[TASK OBJECTIVE] Each entry below is to be written out exactly, and the pictures are to be left out.

===== RECORDS PROVIDED

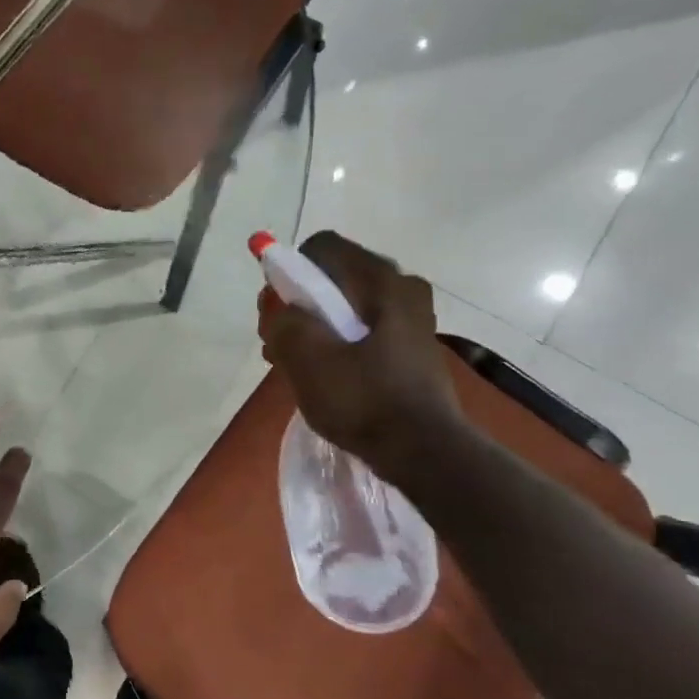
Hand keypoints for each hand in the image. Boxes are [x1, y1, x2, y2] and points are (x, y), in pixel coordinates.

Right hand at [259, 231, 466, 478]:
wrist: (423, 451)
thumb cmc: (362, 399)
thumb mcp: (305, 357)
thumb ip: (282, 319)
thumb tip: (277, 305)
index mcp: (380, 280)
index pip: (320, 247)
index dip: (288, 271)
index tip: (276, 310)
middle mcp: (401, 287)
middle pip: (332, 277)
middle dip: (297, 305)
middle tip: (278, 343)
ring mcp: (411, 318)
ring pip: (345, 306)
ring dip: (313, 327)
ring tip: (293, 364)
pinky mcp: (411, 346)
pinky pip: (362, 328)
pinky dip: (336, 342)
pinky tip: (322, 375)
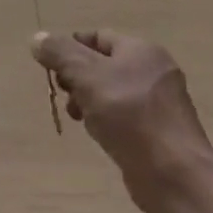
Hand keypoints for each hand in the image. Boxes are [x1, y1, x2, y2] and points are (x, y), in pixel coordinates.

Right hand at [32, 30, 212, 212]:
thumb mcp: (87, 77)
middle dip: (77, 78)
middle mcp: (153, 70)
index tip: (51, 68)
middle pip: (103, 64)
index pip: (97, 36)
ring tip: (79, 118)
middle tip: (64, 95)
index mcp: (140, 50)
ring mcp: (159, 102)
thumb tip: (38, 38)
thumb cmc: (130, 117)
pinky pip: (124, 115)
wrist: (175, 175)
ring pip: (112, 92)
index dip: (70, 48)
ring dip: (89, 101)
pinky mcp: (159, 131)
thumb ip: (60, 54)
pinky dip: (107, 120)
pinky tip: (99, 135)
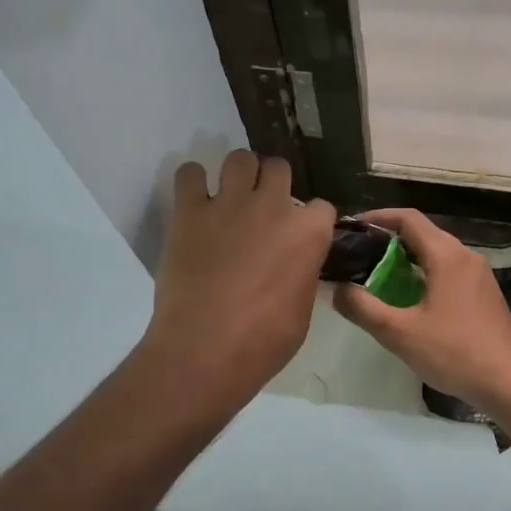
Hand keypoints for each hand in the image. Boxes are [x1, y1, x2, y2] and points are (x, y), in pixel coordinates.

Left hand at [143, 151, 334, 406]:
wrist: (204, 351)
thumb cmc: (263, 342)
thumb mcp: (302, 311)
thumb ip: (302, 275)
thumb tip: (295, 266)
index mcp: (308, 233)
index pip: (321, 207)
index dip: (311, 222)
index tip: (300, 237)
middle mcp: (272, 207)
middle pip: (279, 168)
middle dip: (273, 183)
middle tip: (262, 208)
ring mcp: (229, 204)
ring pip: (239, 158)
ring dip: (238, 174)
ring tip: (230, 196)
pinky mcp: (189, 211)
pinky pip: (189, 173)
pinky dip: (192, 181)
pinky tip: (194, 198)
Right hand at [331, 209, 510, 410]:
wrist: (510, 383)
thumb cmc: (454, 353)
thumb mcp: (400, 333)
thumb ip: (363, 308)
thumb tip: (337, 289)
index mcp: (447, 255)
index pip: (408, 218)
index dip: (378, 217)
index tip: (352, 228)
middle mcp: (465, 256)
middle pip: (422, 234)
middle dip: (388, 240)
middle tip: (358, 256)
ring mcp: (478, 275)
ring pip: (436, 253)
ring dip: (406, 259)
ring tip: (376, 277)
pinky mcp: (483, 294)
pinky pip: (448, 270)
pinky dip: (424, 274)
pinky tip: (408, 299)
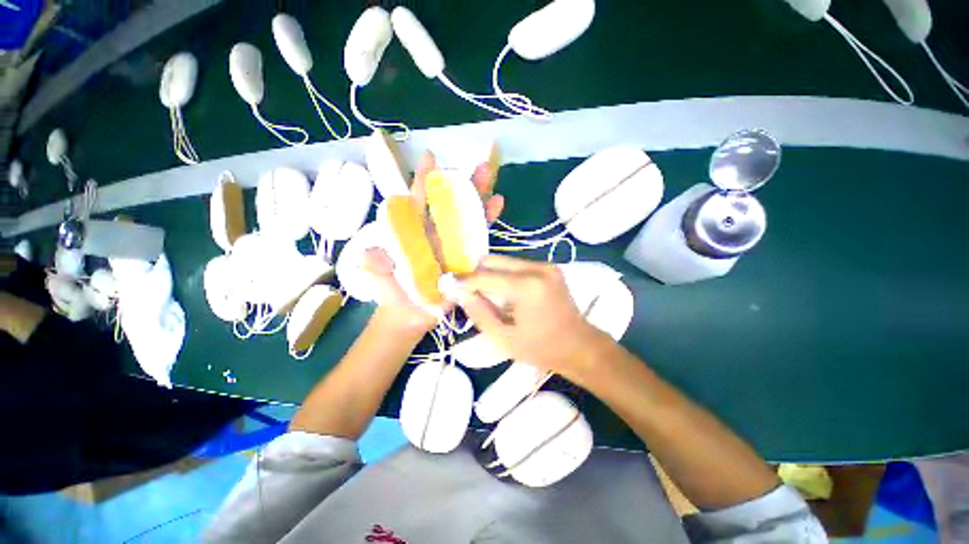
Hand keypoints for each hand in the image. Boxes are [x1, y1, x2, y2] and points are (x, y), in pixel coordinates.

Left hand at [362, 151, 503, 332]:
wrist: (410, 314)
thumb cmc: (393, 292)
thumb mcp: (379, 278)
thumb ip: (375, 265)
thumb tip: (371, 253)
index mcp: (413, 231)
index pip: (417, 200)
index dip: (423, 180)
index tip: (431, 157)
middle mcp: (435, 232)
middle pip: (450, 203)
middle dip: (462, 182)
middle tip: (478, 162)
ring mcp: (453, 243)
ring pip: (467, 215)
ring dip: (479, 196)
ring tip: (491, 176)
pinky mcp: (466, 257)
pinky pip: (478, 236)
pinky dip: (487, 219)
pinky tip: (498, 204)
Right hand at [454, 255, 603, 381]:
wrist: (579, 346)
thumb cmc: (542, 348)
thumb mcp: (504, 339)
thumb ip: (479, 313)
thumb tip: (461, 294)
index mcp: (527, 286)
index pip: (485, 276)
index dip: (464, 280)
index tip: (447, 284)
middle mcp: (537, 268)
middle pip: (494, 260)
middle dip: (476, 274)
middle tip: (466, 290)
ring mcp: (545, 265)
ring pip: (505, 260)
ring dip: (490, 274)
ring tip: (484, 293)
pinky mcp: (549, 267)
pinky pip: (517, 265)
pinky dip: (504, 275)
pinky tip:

==========

[ANSWER SECTION]
Hand keypoints for each hand in the image. Boxes are [x1, y1, x2, y2] and points are (x, y), in pixel coordinates.

Right hand at [259, 231, 466, 478]:
wrist: (423, 451)
thumb cmc: (362, 399)
thumb mcp: (305, 357)
thumb ip: (282, 319)
thumb tip: (277, 305)
index mcp: (380, 280)
index pip: (320, 247)
index dip: (288, 271)
index tip: (276, 310)
middle mcp: (401, 287)
middle pip: (332, 277)
middle dip: (297, 305)
middle tip: (278, 343)
ring mcp: (411, 318)
ring pip: (345, 306)
ring dip: (313, 327)
ring tip: (293, 364)
pinky mcp: (411, 346)
pinky pip: (362, 328)
pinky dip: (336, 342)
pinky tip: (322, 375)
Hand keypoints for each hand in the image. Boxes are [x1, y1, x2, y2] and points are (x, y), in pixel coordinates.

Right hand at [32, 30, 212, 212]:
thumb mcp: (87, 77)
middle dip: (77, 78)
middle mcp: (153, 70)
index tip: (51, 68)
middle pip: (103, 64)
index pip: (97, 36)
ring tip: (79, 118)
middle tip: (64, 95)
index mcp: (140, 50)
ring mcp: (159, 102)
thumb tip: (38, 38)
thumb cmc: (130, 117)
pinky pip: (124, 115)
wrist: (175, 175)
ring pip: (112, 92)
index dip: (70, 48)
ring dip: (89, 101)
pinky mcp: (159, 131)
thumb ip: (60, 54)
pinky dip: (107, 120)
pinky tip: (99, 135)
Hand keypoints for each hand in the image. Boxes are [x1, y1, x2, y2] and points are (x, y), in pixel coordinates.

Left hand at [143, 151, 334, 406]:
wrist: (204, 351)
thumb cmc: (263, 342)
thumb mcp: (302, 311)
thumb ip: (302, 275)
thumb tip: (295, 266)
index mcp: (308, 233)
index pip: (321, 207)
index dip: (311, 222)
index tip: (300, 237)
middle mcp: (272, 207)
middle pip: (279, 168)
middle dip: (273, 183)
middle tip: (262, 208)
ring mcp: (229, 204)
ring pip: (239, 158)
ring dip: (238, 174)
ring tip: (230, 196)
pinky mcp: (189, 211)
pinky pip: (189, 173)
pinky dip: (192, 181)
pinky tip: (194, 198)
Right hand at [331, 209, 510, 410]:
wrist: (510, 383)
thumb cmc: (454, 353)
thumb mcp: (400, 333)
thumb ip: (363, 308)
thumb tip: (337, 289)
index mcp: (447, 255)
index pip: (408, 218)
index dip: (378, 217)
index tip: (352, 228)
middle mcp: (465, 256)
middle pip: (422, 234)
middle dip: (388, 240)
middle tip: (358, 256)
ring mcp: (478, 275)
ring pip: (436, 253)
ring dip: (406, 259)
ring tip: (376, 277)
pinky mcp: (483, 294)
pinky pip: (448, 270)
pinky dip: (424, 274)
pinky tip: (408, 299)
Hand keypoints for each hand in the image. Boxes are [x1, y1, x2, y2] and points are (x, y), in pixel coordinates.

Left hand at [362, 151, 503, 332]:
wrist: (410, 314)
thumb cmc: (393, 292)
thumb mcp: (379, 278)
thumb ip: (375, 265)
thumb tip: (371, 253)
index mcp: (413, 231)
index pip: (417, 200)
index dip: (423, 180)
index tip: (431, 157)
middle mcp: (435, 232)
middle pip: (450, 203)
middle dip: (462, 182)
middle tip: (478, 162)
ring mcp: (453, 243)
ring pip: (467, 215)
ring dip: (479, 196)
ring tip: (491, 176)
pinky mcp: (466, 257)
pinky pip: (478, 236)
pinky dip: (487, 219)
pinky tip: (498, 204)
Right hand at [454, 255, 603, 381]:
wrist: (579, 346)
thumb cmc: (542, 348)
thumb mcp: (504, 339)
thumb ip: (479, 313)
thumb tip: (461, 294)
index mcp: (527, 286)
index pip: (485, 276)
index dip: (464, 280)
index tip: (447, 284)
middle mcp: (537, 268)
middle pip: (494, 260)
middle dip: (476, 274)
middle tip: (466, 290)
ring mcp: (545, 265)
ring pip: (505, 260)
ring dip: (490, 274)
ring tip: (484, 293)
pinky mcp: (549, 267)
pinky pip: (517, 265)
pinky dip: (504, 275)
pinky tip:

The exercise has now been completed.